→ **GOAL OF THE EXERCISE**:
Every line containing the string "Władysława" should be returned from the records.
-- TASK MATERIAL follows --
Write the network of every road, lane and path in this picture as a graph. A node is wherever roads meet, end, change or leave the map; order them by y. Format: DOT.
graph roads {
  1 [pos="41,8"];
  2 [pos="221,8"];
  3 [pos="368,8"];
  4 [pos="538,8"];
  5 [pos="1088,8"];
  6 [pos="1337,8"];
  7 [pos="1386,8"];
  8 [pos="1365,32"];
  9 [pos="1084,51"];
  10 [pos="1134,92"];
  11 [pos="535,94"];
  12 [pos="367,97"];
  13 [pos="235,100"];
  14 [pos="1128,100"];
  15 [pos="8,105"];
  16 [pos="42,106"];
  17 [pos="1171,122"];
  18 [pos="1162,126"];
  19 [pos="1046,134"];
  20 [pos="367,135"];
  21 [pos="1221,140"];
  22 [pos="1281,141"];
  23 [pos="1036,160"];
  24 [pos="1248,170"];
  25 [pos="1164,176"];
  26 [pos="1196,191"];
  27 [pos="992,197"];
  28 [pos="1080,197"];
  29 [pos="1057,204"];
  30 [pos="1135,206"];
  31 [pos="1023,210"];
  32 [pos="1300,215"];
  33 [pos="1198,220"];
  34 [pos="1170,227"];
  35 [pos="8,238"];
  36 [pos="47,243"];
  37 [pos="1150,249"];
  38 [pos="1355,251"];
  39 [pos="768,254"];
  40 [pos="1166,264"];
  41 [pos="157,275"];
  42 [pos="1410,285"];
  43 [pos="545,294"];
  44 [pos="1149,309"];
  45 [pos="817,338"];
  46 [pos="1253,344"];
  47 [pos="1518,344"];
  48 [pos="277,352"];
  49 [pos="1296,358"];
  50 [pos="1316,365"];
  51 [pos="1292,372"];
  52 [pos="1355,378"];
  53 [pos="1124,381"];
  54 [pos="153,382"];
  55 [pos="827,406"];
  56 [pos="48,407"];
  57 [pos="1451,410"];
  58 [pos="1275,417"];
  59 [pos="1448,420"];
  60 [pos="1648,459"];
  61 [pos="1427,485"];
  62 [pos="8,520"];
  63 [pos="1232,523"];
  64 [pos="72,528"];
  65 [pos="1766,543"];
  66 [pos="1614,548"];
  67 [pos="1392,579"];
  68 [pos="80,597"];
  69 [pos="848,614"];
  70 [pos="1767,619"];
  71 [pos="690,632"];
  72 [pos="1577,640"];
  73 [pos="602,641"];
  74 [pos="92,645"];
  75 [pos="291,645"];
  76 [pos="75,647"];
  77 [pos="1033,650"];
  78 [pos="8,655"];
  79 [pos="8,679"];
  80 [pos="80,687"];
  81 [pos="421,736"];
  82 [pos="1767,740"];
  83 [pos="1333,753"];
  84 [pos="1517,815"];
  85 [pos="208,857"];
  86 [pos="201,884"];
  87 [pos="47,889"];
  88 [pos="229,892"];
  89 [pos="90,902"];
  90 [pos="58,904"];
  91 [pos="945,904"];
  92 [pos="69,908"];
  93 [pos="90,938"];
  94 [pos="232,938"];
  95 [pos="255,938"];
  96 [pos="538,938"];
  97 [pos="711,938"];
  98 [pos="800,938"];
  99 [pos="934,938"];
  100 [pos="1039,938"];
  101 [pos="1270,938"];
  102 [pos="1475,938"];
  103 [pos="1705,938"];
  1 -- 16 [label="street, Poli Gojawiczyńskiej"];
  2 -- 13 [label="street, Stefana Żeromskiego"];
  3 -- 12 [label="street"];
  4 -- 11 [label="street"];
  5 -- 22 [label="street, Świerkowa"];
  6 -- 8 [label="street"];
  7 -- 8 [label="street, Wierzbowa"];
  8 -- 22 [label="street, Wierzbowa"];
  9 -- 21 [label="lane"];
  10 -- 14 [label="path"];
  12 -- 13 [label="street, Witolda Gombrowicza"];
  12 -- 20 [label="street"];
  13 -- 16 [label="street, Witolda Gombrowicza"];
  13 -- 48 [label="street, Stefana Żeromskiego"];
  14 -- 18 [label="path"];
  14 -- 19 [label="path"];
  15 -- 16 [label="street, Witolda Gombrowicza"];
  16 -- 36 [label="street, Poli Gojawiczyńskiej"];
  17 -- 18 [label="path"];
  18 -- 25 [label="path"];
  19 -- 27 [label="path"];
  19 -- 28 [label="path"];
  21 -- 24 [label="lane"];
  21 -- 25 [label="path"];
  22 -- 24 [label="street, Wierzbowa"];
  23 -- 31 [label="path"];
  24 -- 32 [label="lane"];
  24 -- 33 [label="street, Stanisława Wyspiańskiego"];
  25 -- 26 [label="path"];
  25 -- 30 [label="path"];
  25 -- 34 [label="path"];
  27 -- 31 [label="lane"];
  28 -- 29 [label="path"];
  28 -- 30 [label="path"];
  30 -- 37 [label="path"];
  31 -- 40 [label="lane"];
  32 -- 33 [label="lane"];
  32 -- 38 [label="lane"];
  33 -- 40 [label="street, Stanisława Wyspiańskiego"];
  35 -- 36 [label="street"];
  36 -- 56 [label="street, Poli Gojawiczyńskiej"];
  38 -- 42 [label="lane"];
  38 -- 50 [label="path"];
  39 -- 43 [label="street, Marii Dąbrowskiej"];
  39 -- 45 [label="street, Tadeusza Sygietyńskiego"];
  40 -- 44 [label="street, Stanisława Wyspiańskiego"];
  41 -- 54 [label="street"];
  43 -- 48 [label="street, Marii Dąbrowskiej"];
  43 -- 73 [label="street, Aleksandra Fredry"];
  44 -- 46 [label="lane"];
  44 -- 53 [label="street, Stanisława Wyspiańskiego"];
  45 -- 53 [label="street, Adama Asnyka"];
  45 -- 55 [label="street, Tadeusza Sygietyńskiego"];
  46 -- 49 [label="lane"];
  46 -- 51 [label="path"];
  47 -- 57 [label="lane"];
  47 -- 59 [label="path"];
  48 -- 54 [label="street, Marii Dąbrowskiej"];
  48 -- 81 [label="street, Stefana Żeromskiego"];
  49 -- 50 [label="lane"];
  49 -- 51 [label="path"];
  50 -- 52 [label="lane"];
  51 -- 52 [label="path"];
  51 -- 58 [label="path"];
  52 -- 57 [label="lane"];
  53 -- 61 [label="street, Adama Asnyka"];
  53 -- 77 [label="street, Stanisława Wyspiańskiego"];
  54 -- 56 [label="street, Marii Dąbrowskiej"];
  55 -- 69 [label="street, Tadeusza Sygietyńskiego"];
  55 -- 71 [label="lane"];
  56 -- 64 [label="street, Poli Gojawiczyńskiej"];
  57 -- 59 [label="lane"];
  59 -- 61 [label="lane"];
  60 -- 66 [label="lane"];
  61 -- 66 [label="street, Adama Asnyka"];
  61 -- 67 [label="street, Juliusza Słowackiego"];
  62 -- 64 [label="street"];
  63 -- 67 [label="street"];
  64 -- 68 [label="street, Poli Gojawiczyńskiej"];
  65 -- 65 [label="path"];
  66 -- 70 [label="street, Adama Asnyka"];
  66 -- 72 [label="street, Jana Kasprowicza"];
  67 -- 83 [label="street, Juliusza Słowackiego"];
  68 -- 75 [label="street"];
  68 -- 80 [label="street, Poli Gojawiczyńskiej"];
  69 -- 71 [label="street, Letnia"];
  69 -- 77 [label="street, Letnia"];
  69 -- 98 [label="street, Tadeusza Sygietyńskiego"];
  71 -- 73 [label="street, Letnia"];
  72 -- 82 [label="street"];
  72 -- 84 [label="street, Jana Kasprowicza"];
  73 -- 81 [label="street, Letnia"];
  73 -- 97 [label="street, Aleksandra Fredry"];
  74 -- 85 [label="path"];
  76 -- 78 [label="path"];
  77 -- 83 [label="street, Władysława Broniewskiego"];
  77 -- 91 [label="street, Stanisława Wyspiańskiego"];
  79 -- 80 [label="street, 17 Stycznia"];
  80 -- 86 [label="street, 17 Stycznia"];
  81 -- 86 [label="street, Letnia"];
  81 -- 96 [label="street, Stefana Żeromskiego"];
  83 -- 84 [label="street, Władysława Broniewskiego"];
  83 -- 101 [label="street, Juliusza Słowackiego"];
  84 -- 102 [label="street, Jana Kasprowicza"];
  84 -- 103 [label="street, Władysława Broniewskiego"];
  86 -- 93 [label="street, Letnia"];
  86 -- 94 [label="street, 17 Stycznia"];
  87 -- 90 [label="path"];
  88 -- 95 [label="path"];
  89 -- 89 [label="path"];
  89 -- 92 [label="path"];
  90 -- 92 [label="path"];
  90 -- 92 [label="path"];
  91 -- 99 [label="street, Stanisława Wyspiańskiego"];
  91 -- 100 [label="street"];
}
-- TASK MATERIAL concluded --
→ **WRITTEN REPLY**:
  77 -- 83 [label="street, Władysława Broniewskiego"];
  83 -- 84 [label="street, Władysława Broniewskiego"];
  84 -- 103 [label="street, Władysława Broniewskiego"];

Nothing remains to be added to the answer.